Le vieux monde n’en finit pas de s’accrocher à ses vieilles lunes, celles qui ont fait un temps sa fortune mais le poussent désormais vers un abîme insondable. Le vieux monde ici désigné est celui qui croit mordicus que son avenir réside toujours dans les feux ardents d’une Croissance infinie quand la plupart des ressources disponibles sont finies. Il s’agit du monde des « pays avancés », celui des économistes orthodoxes qui ne jurent que par l’extension des marchés pour l’avènement prochain du Marché total quel qu’en soit le coût social et environnemental. C’est aussi celui de tous ceux qui suivent aveuglément cette dévorante folie. Malgré les nombreuses et pertinentes dénonciations de ce monde sans cesse maladroitement ripoliné les inégalités sociales criantes y persistent ou y prospèrent. De COP en COP le péril climatique grandit. Cependant, 2019 pourrait marquer un tournant : voilà que la jeunesse semble vouloir se dresser contre l’incurie générale. Une poussée inattendue mais probablement pas sporadique.

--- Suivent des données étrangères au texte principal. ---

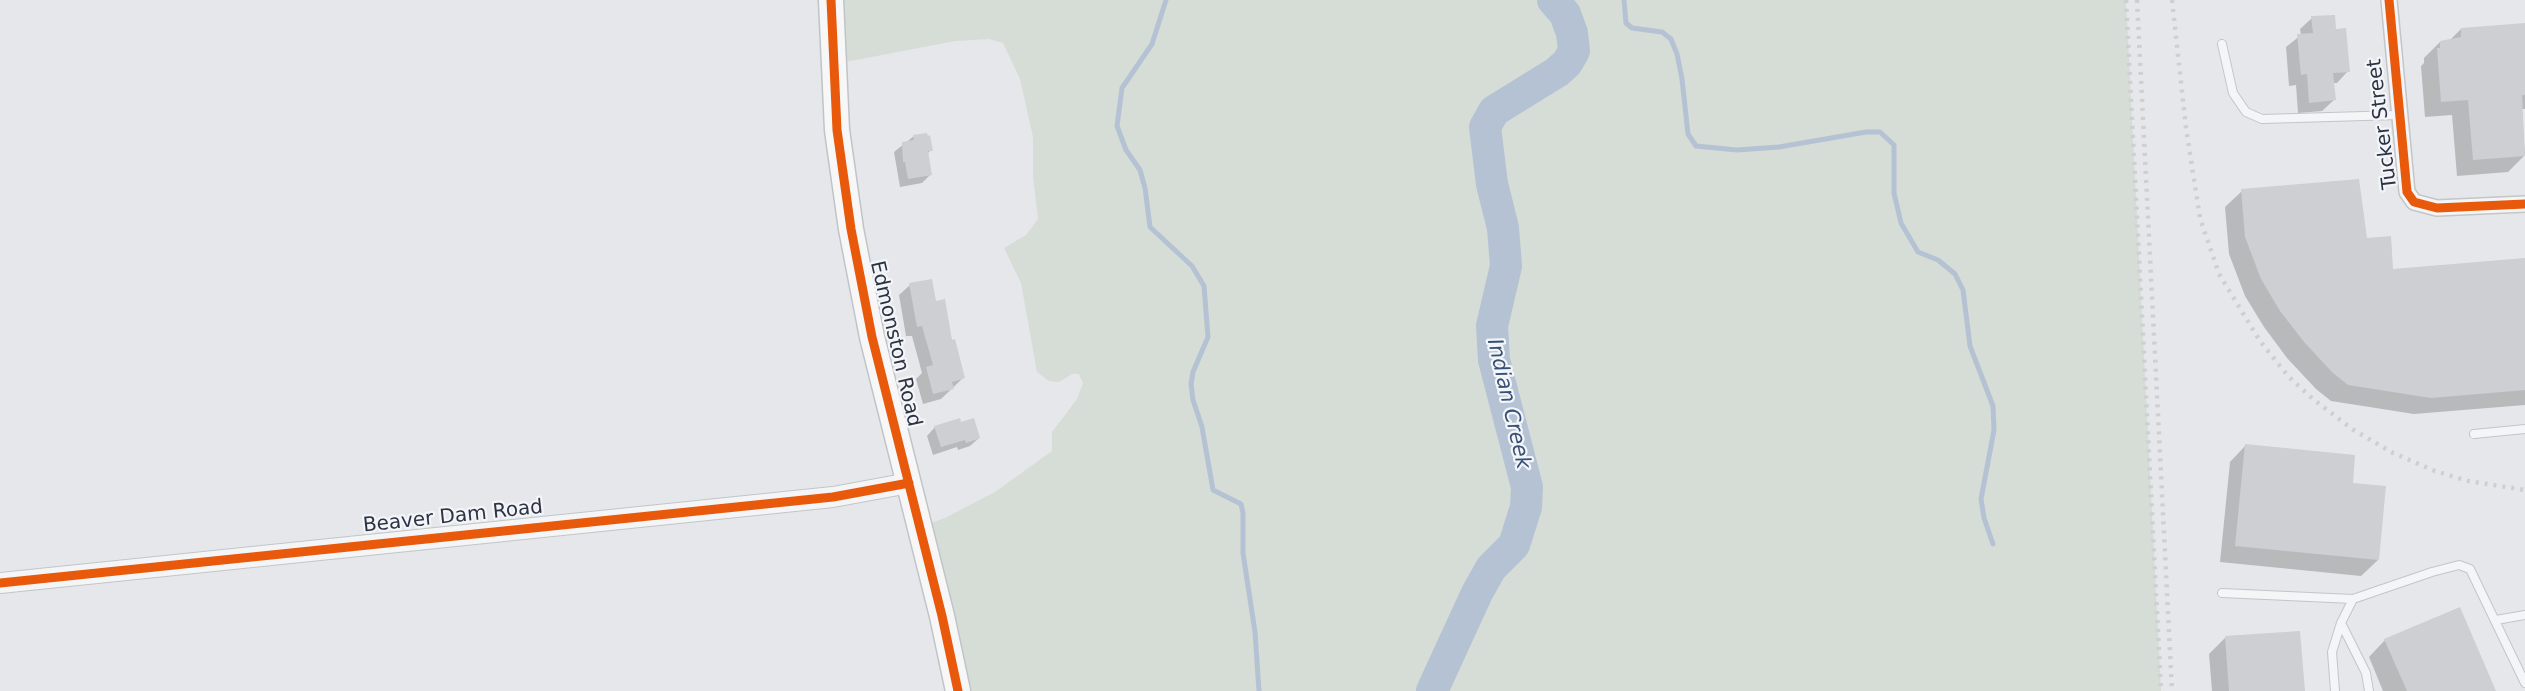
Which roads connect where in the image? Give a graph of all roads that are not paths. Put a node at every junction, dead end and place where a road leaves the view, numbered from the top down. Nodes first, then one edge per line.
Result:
1 (831, 0) edge
2 (2389, 0) edge
3 (2222, 44) dead end
4 (2398, 115) junction
5 (2525, 204) edge
6 (2525, 429) edge
7 (2474, 434) dead end
8 (909, 483) junction
9 (0, 583) edge
10 (2222, 592) dead end
11 (2353, 599) junction
12 (2525, 615) edge
13 (2496, 620) junction
14 (2341, 623) junction
15 (2525, 683) edge
16 (958, 691) edge
17 (2335, 691) edge
18 (2369, 691) edge

1 - 8 main road, Edmonston Road
2 - 4 street, Tucker Street
3 - 4 lane
4 - 5 street, Tucker Street
6 - 7 lane
8 - 9 street, Beaver Dam Road
8 - 16 main road, Edmonston Road
10 - 11 lane
11 - 13 lane
11 - 14 lane
12 - 13 lane
13 - 15 lane
14 - 17 lane
14 - 18 lane

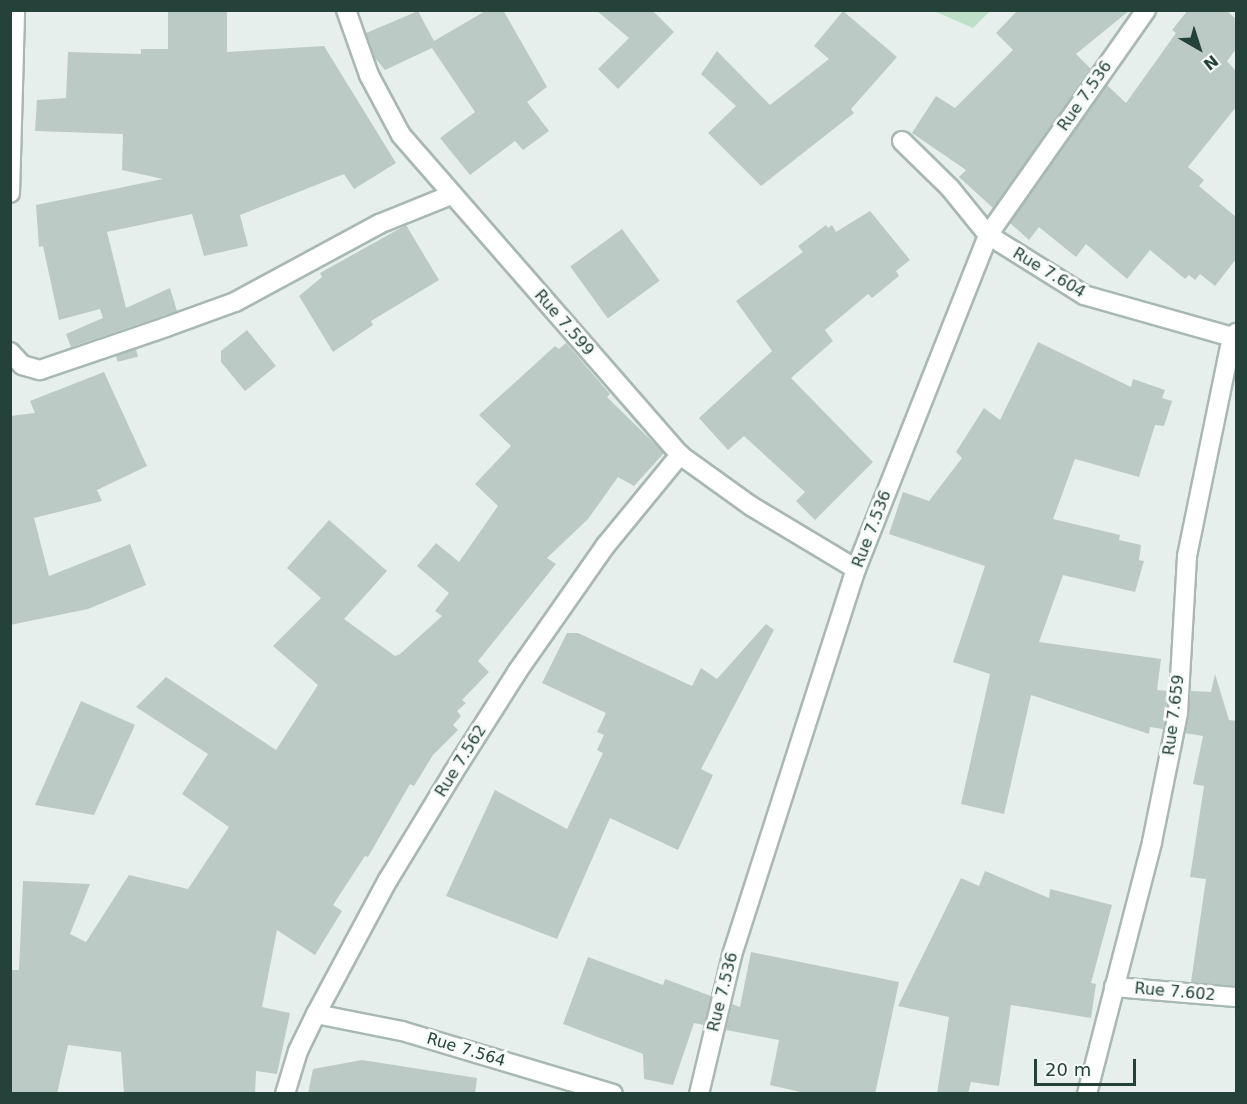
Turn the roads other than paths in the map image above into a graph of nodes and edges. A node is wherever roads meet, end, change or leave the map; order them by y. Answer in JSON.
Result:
{"nodes":[{"id":1,"x":15,"y":10,"type":"edge"},
{"id":2,"x":346,"y":10,"type":"edge"},
{"id":3,"x":1146,"y":10,"type":"edge"},
{"id":4,"x":902,"y":141,"type":"dead end"},
{"id":5,"x":10,"y":193,"type":"edge"},
{"id":6,"x":451,"y":195,"type":"junction"},
{"id":7,"x":988,"y":235,"type":"junction"},
{"id":8,"x":1235,"y":336,"type":"edge"},
{"id":9,"x":10,"y":352,"type":"edge"},
{"id":10,"x":680,"y":454,"type":"junction"},
{"id":11,"x":856,"y":569,"type":"junction"},
{"id":12,"x":1114,"y":987,"type":"junction"},
{"id":13,"x":1236,"y":997,"type":"edge"},
{"id":14,"x":316,"y":1014,"type":"junction"},
{"id":15,"x":285,"y":1094,"type":"edge"},
{"id":16,"x":613,"y":1094,"type":"edge"},
{"id":17,"x":699,"y":1094,"type":"edge"},
{"id":18,"x":1087,"y":1094,"type":"edge"}],
"edges":[{"from":1,"to":5,"type":"street"},
{"from":2,"to":6,"type":"street","name":"Rue 7.599"},
{"from":3,"to":7,"type":"street","name":"Rue 7.536"},
{"from":4,"to":7,"type":"street","name":"Rue 7.604"},
{"from":6,"to":9,"type":"street"},
{"from":6,"to":10,"type":"street","name":"Rue 7.599"},
{"from":7,"to":8,"type":"street","name":"Rue 7.604"},
{"from":7,"to":11,"type":"street","name":"Rue 7.536"},
{"from":8,"to":12,"type":"street","name":"Rue 7.659"},
{"from":10,"to":11,"type":"street","name":"Rue 7.599"},
{"from":10,"to":14,"type":"street","name":"Rue 7.562"},
{"from":11,"to":17,"type":"street","name":"Rue 7.536"},
{"from":12,"to":13,"type":"street","name":"Rue 7.602"},
{"from":12,"to":18,"type":"street","name":"Rue 7.659"},
{"from":14,"to":15,"type":"street","name":"Rue 7.562"},
{"from":14,"to":16,"type":"street","name":"Rue 7.564"}]}
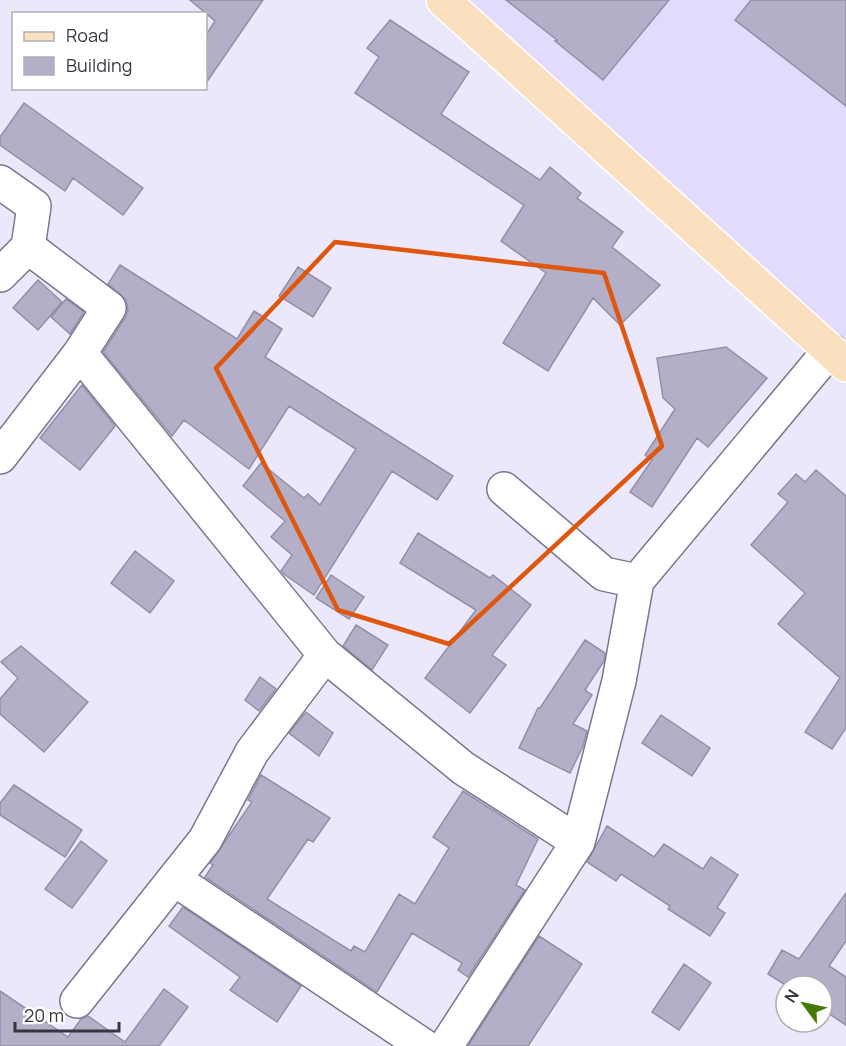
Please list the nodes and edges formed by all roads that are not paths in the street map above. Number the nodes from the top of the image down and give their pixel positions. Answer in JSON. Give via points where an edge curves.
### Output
{"nodes":[{"id":1,"x":443,"y":0,"type":"edge"},
{"id":2,"x":0,"y":182,"type":"edge"},
{"id":3,"x":28,"y":247,"type":"junction"},
{"id":4,"x":0,"y":275,"type":"edge"},
{"id":5,"x":80,"y":353,"type":"junction"},
{"id":6,"x":838,"y":357,"type":"edge"},
{"id":7,"x":0,"y":457,"type":"edge"},
{"id":8,"x":504,"y":489,"type":"dead end"},
{"id":9,"x":637,"y":581,"type":"junction"},
{"id":10,"x":324,"y":655,"type":"junction"},
{"id":11,"x":578,"y":842,"type":"junction"},
{"id":12,"x":174,"y":879,"type":"junction"},
{"id":13,"x":77,"y":1001,"type":"dead end"},
{"id":14,"x":424,"y":1046,"type":"edge"},
{"id":15,"x":446,"y":1046,"type":"edge"}],
"edges":[{"from":1,"to":6,"type":"main road"},
{"from":2,"to":3,"type":"street","via":[[34,206]]},
{"from":3,"to":4,"type":"street"},
{"from":3,"to":5,"type":"street","via":[[110,308]]},
{"from":5,"to":7,"type":"street"},
{"from":5,"to":10,"type":"street"},
{"from":6,"to":9,"type":"street"},
{"from":8,"to":9,"type":"street","via":[[604,574]]},
{"from":9,"to":11,"type":"street","via":[[619,681]]},
{"from":10,"to":11,"type":"street","via":[[463,768]]},
{"from":10,"to":12,"type":"street","via":[[252,752],[205,840]]},
{"from":11,"to":15,"type":"street"},
{"from":12,"to":13,"type":"street"},
{"from":12,"to":14,"type":"street"}]}
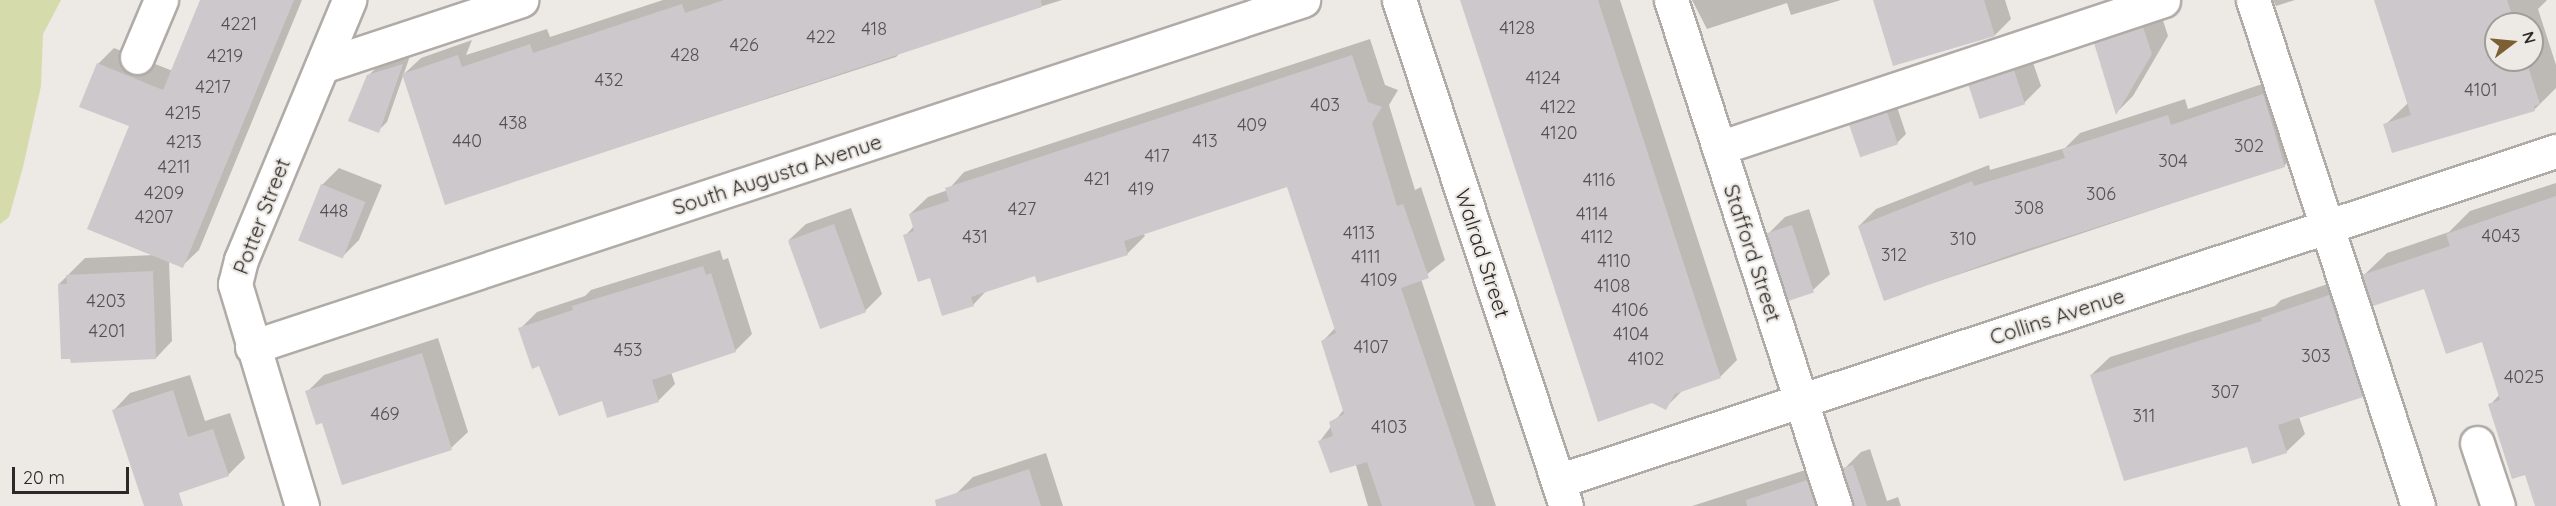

La jeunesse, dit-on, est le temps de toutes les impatiences. Pourtant, devant la vitrine rutilante dressée par la société consommationiste et habilement promue par la propagande publicitaire il pouvait sembler que les impatiences juvéniles étaient opportunément contenues ou détournées vers des fins ludiques ou bassement mercantiles. Cependant, le feu couvait doucement depuis longtemps déjà ici ou là sans néanmoins réussir à entamer la sérénité des défenseurs acharnés du modèle en place. Soudain, sous un printemps particulièrement précoce cette années, lycéens et étudiants décrétèrent la grève des « vendredis pour le climat ». Le mouvement nouveau trouva un premier aboutissement le vendredi 15 mars dernier avec une mobilisation dans 120 pays, dans 2200 villes, rassemblant plus d’1 million de jeunes, dont 150 000 en France, autour d’une revendication commune : d’une part le respect de « l’accord de Paris » signé à l’issue de la COP 21 en décembre 2015 et d’autre part un sursaut profond des Etats qui ont si peu agi depuis l’engagement de Paris. Une telle mobilisation internationale des jeunes pour le climat est inédite. C’est une première, il y en aura d’autres assurément.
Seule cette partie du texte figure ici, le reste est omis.